Without a state-operated marketplace and a large number of enrollees in the federal Exchange, however, the Texans that did sign up for health insurance may be severely impacted by the eventual decision in King v. Burwell. In that case, individual residents of Virginia argued that the phrase “established by the State” in an implementing provision of the ACA made clear that health insurance subsidies were only available to enrollees living in the 16 states that set up their own exchanges. The individuals argued that the IRS erred in offering tax credits to individuals who lived in states that have federally run exchanges. As noted, Texas is one such state.

With oral argument scheduled for early March, health insurers in Texas are keeping a watchful eye on the Supreme Court’s eventual determination. If the high court finds that the subsidies were unlawful, then their elimination could affect the overall health insurance market. In Texas, 86 percent of the residents who purchased insurance on the federal Exchange received a tax subsidy that reduced their premiums by an average of 72 percent. Some industry groups have suggested that the elimination of subsidies would result in young and healthy enrollees leaving the Exchange and choosing to pay the ACA penalty rather than higher insurance prices. The loss of these younger, healthier individuals would mean that insurance rolls would have more individuals requiring medical care than not. As a consequence, insurers losing out on a larger pool of enrollees to fund health insurance plan payments could raise premiums for all of those insured, not just those who enrolled under the ACA, because of this exposure to higher risk enrollees.

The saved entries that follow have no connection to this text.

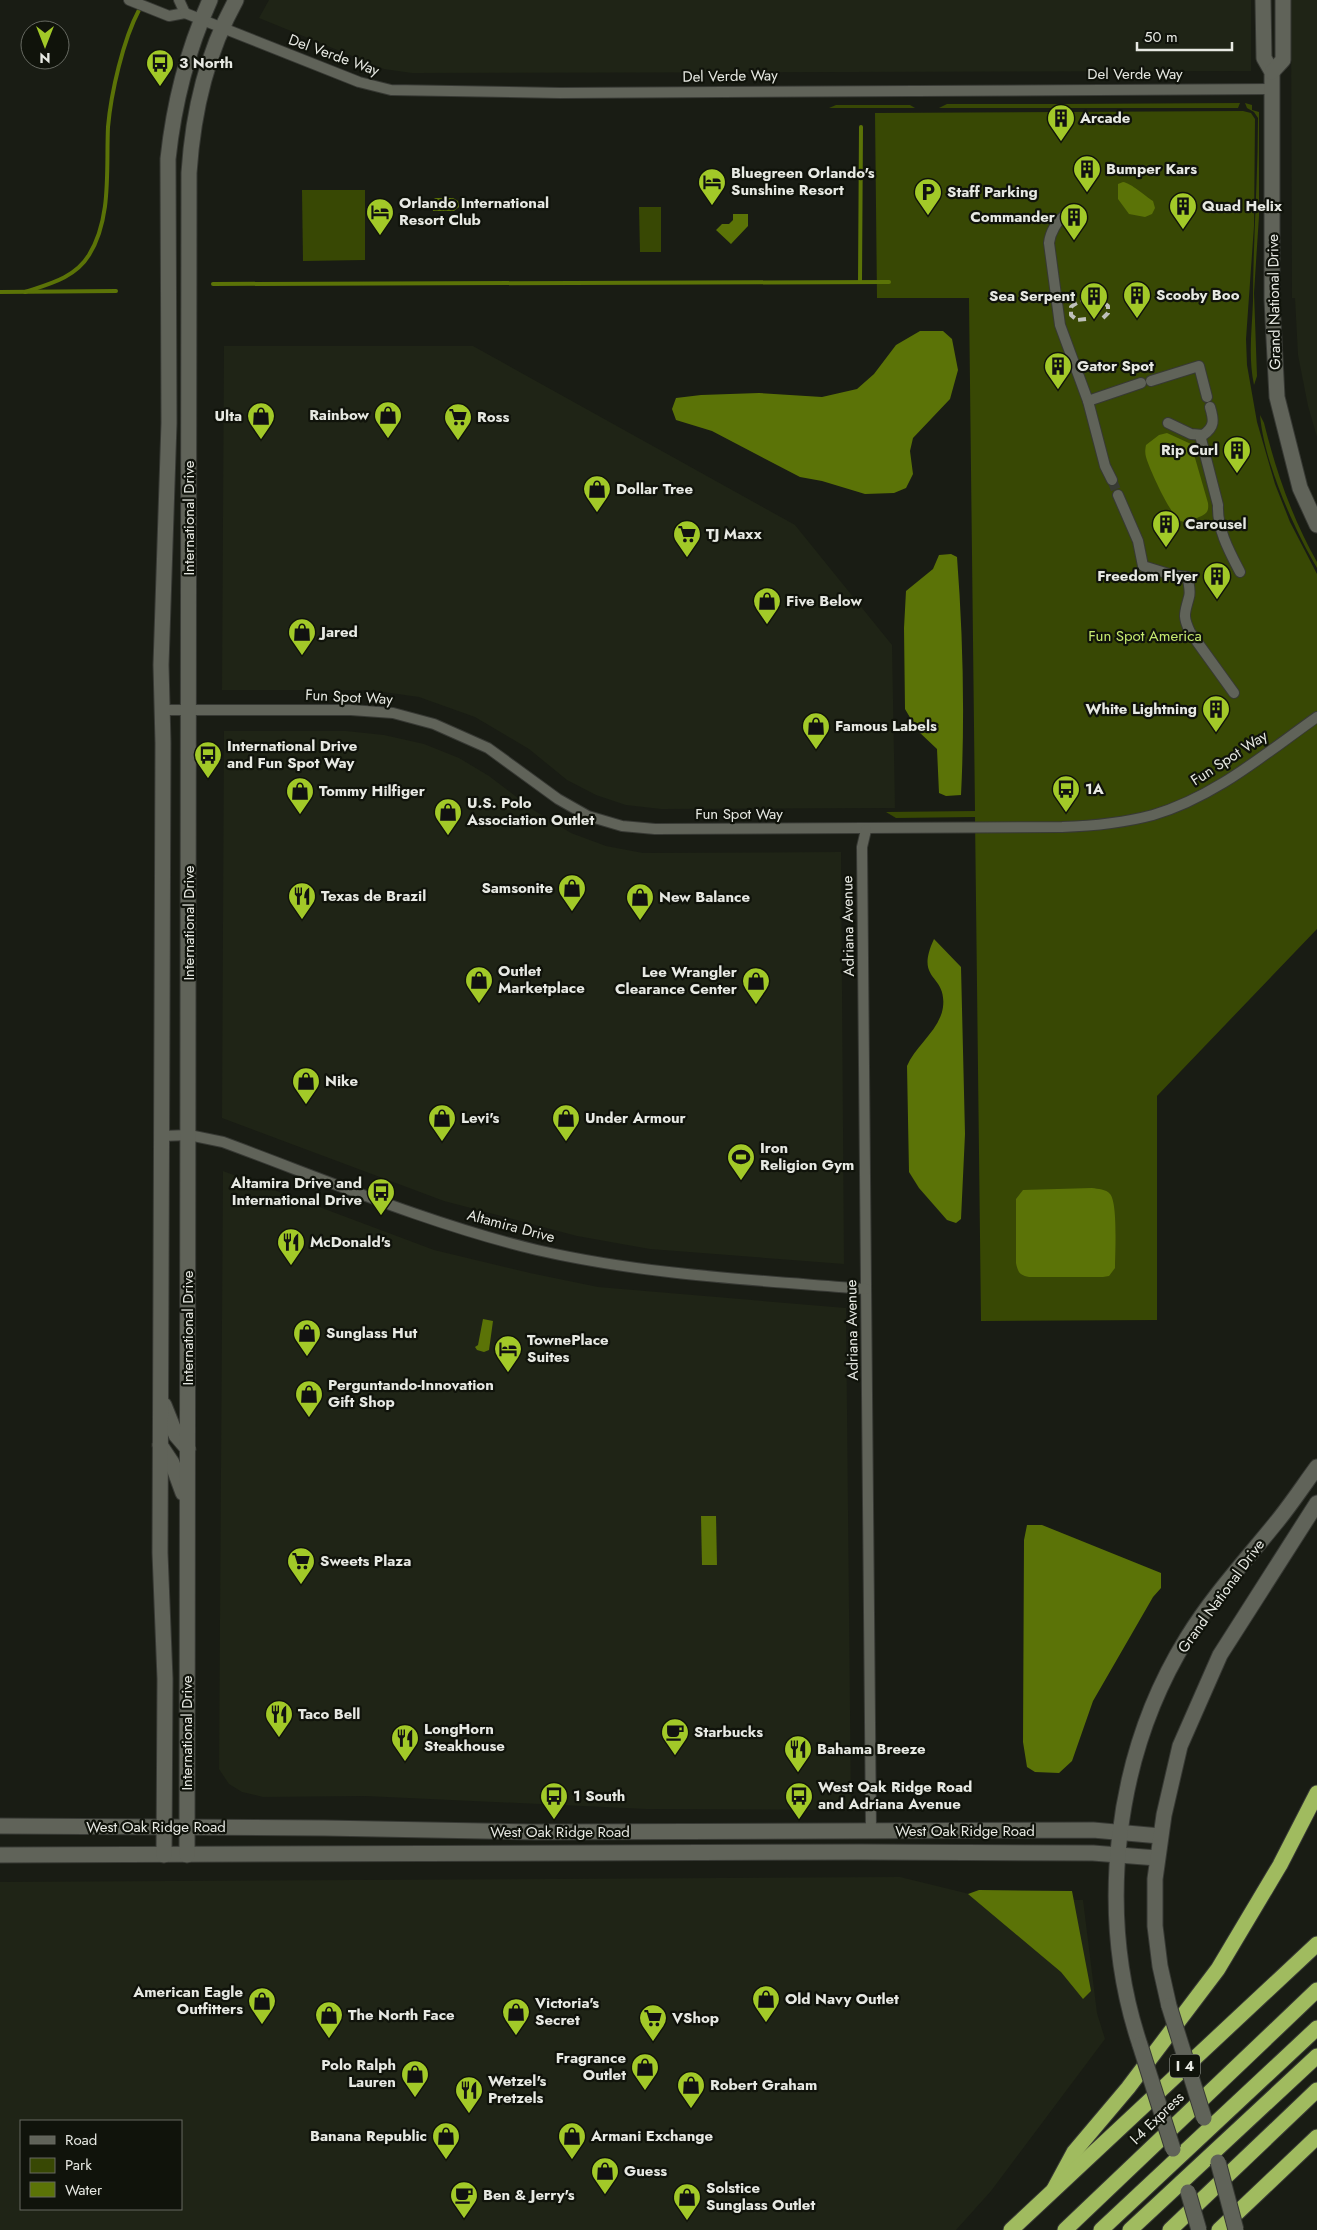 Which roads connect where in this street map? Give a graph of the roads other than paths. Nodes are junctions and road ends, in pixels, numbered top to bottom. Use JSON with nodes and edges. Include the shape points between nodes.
{"nodes":[{"id":1,"x":129,"y":0,"type":"edge"},
{"id":2,"x":178,"y":0,"type":"edge"},
{"id":3,"x":210,"y":0,"type":"edge"},
{"id":4,"x":236,"y":0,"type":"edge"},
{"id":5,"x":1263,"y":0,"type":"edge"},
{"id":6,"x":1283,"y":0,"type":"edge"},
{"id":7,"x":185,"y":13,"type":"junction"},
{"id":8,"x":201,"y":21,"type":"junction"},
{"id":9,"x":221,"y":29,"type":"junction"},
{"id":10,"x":1272,"y":72,"type":"junction"},
{"id":11,"x":1272,"y":89,"type":"junction"},
{"id":12,"x":1066,"y":215,"type":"dead end"},
{"id":13,"x":1088,"y":401,"type":"junction"},
{"id":14,"x":1168,"y":423,"type":"dead end"},
{"id":15,"x":1200,"y":436,"type":"junction"},
{"id":16,"x":1112,"y":480,"type":"tunnel mouth"},
{"id":17,"x":1118,"y":495,"type":"tunnel mouth"},
{"id":18,"x":1317,"y":525,"type":"edge"},
{"id":19,"x":1240,"y":572,"type":"dead end"},
{"id":20,"x":1234,"y":693,"type":"dead end"},
{"id":21,"x":162,"y":710,"type":"junction"},
{"id":22,"x":189,"y":710,"type":"junction"},
{"id":23,"x":1317,"y":717,"type":"edge"},
{"id":24,"x":866,"y":830,"type":"junction"},
{"id":25,"x":162,"y":1136,"type":"junction"},
{"id":26,"x":189,"y":1136,"type":"junction"},
{"id":27,"x":866,"y":1289,"type":"junction"},
{"id":28,"x":161,"y":1392,"type":"junction"},
{"id":29,"x":160,"y":1445,"type":"junction"},
{"id":30,"x":188,"y":1449,"type":"junction"},
{"id":31,"x":1317,"y":1466,"type":"edge"},
{"id":32,"x":1317,"y":1503,"type":"edge"},
{"id":33,"x":187,"y":1509,"type":"junction"},
{"id":34,"x":1317,"y":1793,"type":"edge"},
{"id":35,"x":0,"y":1826,"type":"edge"},
{"id":36,"x":165,"y":1827,"type":"junction"},
{"id":37,"x":187,"y":1827,"type":"junction"},
{"id":38,"x":871,"y":1832,"type":"junction"},
{"id":39,"x":1121,"y":1832,"type":"junction"},
{"id":40,"x":1160,"y":1836,"type":"junction"},
{"id":41,"x":1119,"y":1854,"type":"junction"},
{"id":42,"x":0,"y":1855,"type":"edge"},
{"id":43,"x":164,"y":1855,"type":"junction"},
{"id":44,"x":187,"y":1855,"type":"junction"},
{"id":45,"x":1157,"y":1858,"type":"junction"},
{"id":46,"x":1317,"y":1944,"type":"edge"},
{"id":47,"x":1317,"y":1990,"type":"edge"},
{"id":48,"x":1317,"y":2028,"type":"edge"},
{"id":49,"x":1317,"y":2056,"type":"edge"},
{"id":50,"x":1317,"y":2090,"type":"edge"},
{"id":51,"x":1206,"y":2125,"type":"junction"},
{"id":52,"x":1317,"y":2136,"type":"edge"},
{"id":53,"x":1175,"y":2154,"type":"junction"},
{"id":54,"x":1217,"y":2157,"type":"junction"},
{"id":55,"x":1186,"y":2186,"type":"junction"},
{"id":56,"x":1054,"y":2189,"type":"junction"},
{"id":57,"x":1011,"y":2230,"type":"edge"},
{"id":58,"x":1065,"y":2230,"type":"edge"},
{"id":59,"x":1101,"y":2230,"type":"edge"},
{"id":60,"x":1130,"y":2230,"type":"edge"},
{"id":61,"x":1170,"y":2230,"type":"edge"},
{"id":62,"x":1199,"y":2230,"type":"edge"},
{"id":63,"x":1219,"y":2230,"type":"edge"},
{"id":64,"x":1236,"y":2230,"type":"edge"}],
"edges":[{"from":1,"to":7,"type":"street","via":[[169,16]]},
{"from":2,"to":7,"type":"street"},
{"from":3,"to":8,"type":"street","name":"International Drive"},
{"from":4,"to":9,"type":"street","name":"International Drive"},
{"from":5,"to":10,"type":"street","name":"Grand National Drive","via":[[1264,58]]},
{"from":6,"to":10,"type":"street","name":"Grand National Drive","via":[[1283,60]]},
{"from":7,"to":8,"type":"street","name":"Del Verde Way"},
{"from":8,"to":9,"type":"street","name":"Del Verde Way"},
{"from":8,"to":21,"type":"street","name":"International Drive","via":[[180,84],[168,159],[169,423]]},
{"from":9,"to":11,"type":"street","name":"Del Verde Way","via":[[359,82],[400,90],[560,93]]},
{"from":9,"to":22,"type":"street","name":"International Drive","via":[[200,89],[191,140]]},
{"from":10,"to":11,"type":"street","name":"Grand National Drive"},
{"from":11,"to":18,"type":"street","name":"Grand National Drive","via":[[1272,300],[1276,397],[1300,488]]},
{"from":12,"to":13,"type":"street","via":[[1061,218],[1048,243],[1060,326]]},
{"from":13,"to":15,"type":"street","via":[[1199,366],[1214,418],[1210,430]]},
{"from":13,"to":16,"type":"street","via":[[1105,466]]},
{"from":14,"to":15,"type":"street"},
{"from":15,"to":19,"type":"street","via":[[1225,541]]},
{"from":17,"to":20,"type":"street","via":[[1138,541],[1143,566],[1188,577],[1190,596],[1185,622]]},
{"from":21,"to":22,"type":"street","name":"Fun Spot Way"},
{"from":21,"to":25,"type":"street","name":"International Drive"},
{"from":22,"to":24,"type":"street","name":"Fun Spot Way","via":[[393,713],[434,724],[488,748],[558,799],[588,816],[622,826]]},
{"from":22,"to":26,"type":"street","name":"International Drive"},
{"from":23,"to":24,"type":"street","name":"Fun Spot Way","via":[[1228,780],[1204,794],[1154,814],[1094,826]]},
{"from":24,"to":27,"type":"street","name":"Adriana Avenue","via":[[862,847]]},
{"from":25,"to":26,"type":"street","name":"Altamira Drive"},
{"from":25,"to":28,"type":"street","name":"International Drive"},
{"from":26,"to":27,"type":"street","name":"Altamira Drive","via":[[223,1142],[426,1218],[537,1250],[689,1275]]},
{"from":26,"to":30,"type":"street","name":"International Drive"},
{"from":27,"to":38,"type":"street","name":"Adriana Avenue"},
{"from":28,"to":29,"type":"street","name":"International Drive"},
{"from":28,"to":30,"type":"street","via":[[176,1435]]},
{"from":29,"to":33,"type":"street","via":[[179,1478]]},
{"from":29,"to":36,"type":"street","name":"International Drive","via":[[160,1553],[166,1679]]},
{"from":30,"to":33,"type":"street","name":"International Drive"},
{"from":31,"to":39,"type":"street","name":"Grand National Drive","via":[[1187,1637],[1162,1682],[1136,1752]]},
{"from":32,"to":40,"type":"street","name":"Grand National Drive","via":[[1220,1655],[1180,1746]]},
{"from":33,"to":37,"type":"street","name":"International Drive"},
{"from":34,"to":56,"type":"highway","via":[[1276,1872],[1218,1969],[1128,2088],[1074,2152]]},
{"from":35,"to":36,"type":"street","name":"West Oak Ridge Road"},
{"from":36,"to":37,"type":"street","name":"West Oak Ridge Road"},
{"from":36,"to":43,"type":"street","name":"International Drive"},
{"from":37,"to":38,"type":"street","name":"West Oak Ridge Road"},
{"from":37,"to":44,"type":"street","name":"International Drive"},
{"from":38,"to":39,"type":"street","name":"West Oak Ridge Road"},
{"from":39,"to":40,"type":"street","name":"West Oak Ridge Road"},
{"from":39,"to":41,"type":"street","name":"Grand National Drive"},
{"from":40,"to":45,"type":"street","name":"Grand National Drive"},
{"from":41,"to":44,"type":"street","name":"West Oak Ridge Road","via":[[768,1851]]},
{"from":41,"to":45,"type":"street","name":"West Oak Ridge Road"},
{"from":41,"to":53,"type":"street","name":"Grand National Drive","bridge":true,"via":[[1117,1915],[1130,2012]]},
{"from":42,"to":43,"type":"street","name":"West Oak Ridge Road"},
{"from":43,"to":44,"type":"street","name":"West Oak Ridge Road"},
{"from":45,"to":51,"type":"street","name":"Grand National Drive","bridge":true,"via":[[1155,1926],[1160,1966],[1168,2006]]},
{"from":46,"to":56,"type":"highway","number":"I 4"},
{"from":47,"to":58,"type":"highway","name":"I-4 Express"},
{"from":48,"to":51,"type":"highway"},
{"from":49,"to":54,"type":"highway"},
{"from":50,"to":61,"type":"highway"},
{"from":51,"to":53,"type":"highway"},
{"from":51,"to":54,"type":"street","name":"Grand National Drive"},
{"from":52,"to":63,"type":"highway"},
{"from":53,"to":55,"type":"street","name":"Grand National Drive"},
{"from":53,"to":59,"type":"highway"},
{"from":54,"to":55,"type":"highway"},
{"from":54,"to":64,"type":"street","name":"Grand National Drive","bridge":true},
{"from":55,"to":60,"type":"highway"},
{"from":55,"to":62,"type":"street","name":"Grand National Drive","bridge":true},
{"from":56,"to":57,"type":"highway","number":"I 4"}]}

In 2012 former Texas Governor Rick Perry had written a sharply worded letter to the HHS, refusing federal money to create a state-operated marketplace as a “brazen intrusion” on the state’s sovereignty. Then, just as now in Texas, political support from anti-ACA legislators, along with constituent outcry about federal government involvement, bolstered Perry’s stance. With the looming consequences of King v. Burwell, however, the current Texas administration has been quiet about opposition to a state-operated exchange.